Once, mankind were wanderers and gatherers travelling almost thousands and thousands of miles in a lifetime, not knowing where the journey will take them. Our ancestors came down from the trees in the African savannah to discover the vast land all around. Thousands of years later they travelled from island to island in the pacific ocean, having already conquered the African, European and Asian continent by feet, not knowing that Earth will one day be seen not as endless, but just as a small ball of dust in a much vaster universe. Another few thousand years later mankind became settlers, building civilisations all around the world. Large empires rose and felt, the world was discovered a second time (much faster now) and the world view changed dramatically.

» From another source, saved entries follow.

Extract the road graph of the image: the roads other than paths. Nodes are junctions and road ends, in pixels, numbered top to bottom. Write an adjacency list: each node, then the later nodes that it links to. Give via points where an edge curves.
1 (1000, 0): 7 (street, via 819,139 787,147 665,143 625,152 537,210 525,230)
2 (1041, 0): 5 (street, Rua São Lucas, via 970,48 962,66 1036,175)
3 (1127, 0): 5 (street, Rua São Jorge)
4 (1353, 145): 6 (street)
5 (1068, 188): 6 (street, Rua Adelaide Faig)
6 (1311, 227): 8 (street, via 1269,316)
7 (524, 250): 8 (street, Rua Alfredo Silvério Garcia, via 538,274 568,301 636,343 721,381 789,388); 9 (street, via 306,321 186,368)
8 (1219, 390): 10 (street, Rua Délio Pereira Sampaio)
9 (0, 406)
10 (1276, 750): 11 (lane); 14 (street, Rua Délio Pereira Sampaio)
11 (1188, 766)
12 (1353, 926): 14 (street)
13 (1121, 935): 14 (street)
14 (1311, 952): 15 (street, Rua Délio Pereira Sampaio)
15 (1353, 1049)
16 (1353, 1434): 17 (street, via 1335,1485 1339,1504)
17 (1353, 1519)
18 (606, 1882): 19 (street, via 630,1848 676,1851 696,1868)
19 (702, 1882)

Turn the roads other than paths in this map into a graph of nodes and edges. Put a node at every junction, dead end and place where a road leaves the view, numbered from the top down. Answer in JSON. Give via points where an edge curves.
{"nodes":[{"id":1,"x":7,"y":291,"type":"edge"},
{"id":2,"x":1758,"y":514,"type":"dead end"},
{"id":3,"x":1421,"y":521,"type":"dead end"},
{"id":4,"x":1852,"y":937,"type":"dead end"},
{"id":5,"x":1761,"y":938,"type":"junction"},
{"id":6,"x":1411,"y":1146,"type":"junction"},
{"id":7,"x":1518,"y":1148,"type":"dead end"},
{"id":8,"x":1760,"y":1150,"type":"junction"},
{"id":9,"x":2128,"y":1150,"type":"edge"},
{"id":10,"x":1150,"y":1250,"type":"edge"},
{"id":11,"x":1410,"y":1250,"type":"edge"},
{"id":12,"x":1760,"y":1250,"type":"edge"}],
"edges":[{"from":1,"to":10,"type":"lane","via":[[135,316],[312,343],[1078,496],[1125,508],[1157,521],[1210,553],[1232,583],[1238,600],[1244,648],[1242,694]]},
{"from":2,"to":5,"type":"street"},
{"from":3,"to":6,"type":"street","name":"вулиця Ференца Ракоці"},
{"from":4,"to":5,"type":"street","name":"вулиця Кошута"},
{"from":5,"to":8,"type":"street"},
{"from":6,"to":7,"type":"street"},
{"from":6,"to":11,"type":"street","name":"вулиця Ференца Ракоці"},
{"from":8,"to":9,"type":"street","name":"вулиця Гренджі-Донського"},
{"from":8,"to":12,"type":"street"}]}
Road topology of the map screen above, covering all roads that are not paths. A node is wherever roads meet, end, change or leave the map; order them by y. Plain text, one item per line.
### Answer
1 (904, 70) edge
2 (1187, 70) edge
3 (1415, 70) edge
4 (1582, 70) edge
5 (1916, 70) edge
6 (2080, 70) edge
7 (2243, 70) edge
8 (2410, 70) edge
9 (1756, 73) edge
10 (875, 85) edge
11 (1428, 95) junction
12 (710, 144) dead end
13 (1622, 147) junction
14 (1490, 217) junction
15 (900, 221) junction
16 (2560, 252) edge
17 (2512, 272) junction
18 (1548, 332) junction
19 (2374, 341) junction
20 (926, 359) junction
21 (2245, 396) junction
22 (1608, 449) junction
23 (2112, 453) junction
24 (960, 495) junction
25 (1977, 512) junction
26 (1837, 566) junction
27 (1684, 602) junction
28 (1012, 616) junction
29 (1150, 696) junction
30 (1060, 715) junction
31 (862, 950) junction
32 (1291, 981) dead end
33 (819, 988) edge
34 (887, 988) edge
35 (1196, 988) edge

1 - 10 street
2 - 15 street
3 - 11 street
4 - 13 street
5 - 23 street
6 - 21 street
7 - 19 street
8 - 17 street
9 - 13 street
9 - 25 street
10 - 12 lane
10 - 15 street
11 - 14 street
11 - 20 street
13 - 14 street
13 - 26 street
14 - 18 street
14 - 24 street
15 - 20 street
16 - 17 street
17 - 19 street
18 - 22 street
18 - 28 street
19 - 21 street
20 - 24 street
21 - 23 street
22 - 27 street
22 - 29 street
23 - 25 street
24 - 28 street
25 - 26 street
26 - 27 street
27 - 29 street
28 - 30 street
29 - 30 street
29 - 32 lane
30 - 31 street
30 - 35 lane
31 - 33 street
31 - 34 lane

Today we are even another thousand years further - now reaching for the stars. But access to space is costly and dangerous. Maybe it's not yet time for such a step - and therefore Mars (maybe the most discussed "next step" into space) is believed to be just beyond our range by many critics. But let me cite Carl Sagan to put our history against this:
"Our ancestors walked from East Africa to Novaya Zemlya and Ayers Rock and Patagonia, hunted elephants with stone spearpoints, traversed the polar seas in open boats 7,000 years ago, circumnavigated the Earth propelled by nothing but wind, walked the Moon a decade after entering space - and we are daunted by a voyage to Mars?"
We have been wonderers for all time, and still are. It is part of our deepest nature to discover new frontiers and reach for the (seemingly) unreachable. I don't want to say that discarding these things would stop our evolution - but it will most likely slow it down. The greatest frontiers have always lead to new, prior unsought discoveries and developments.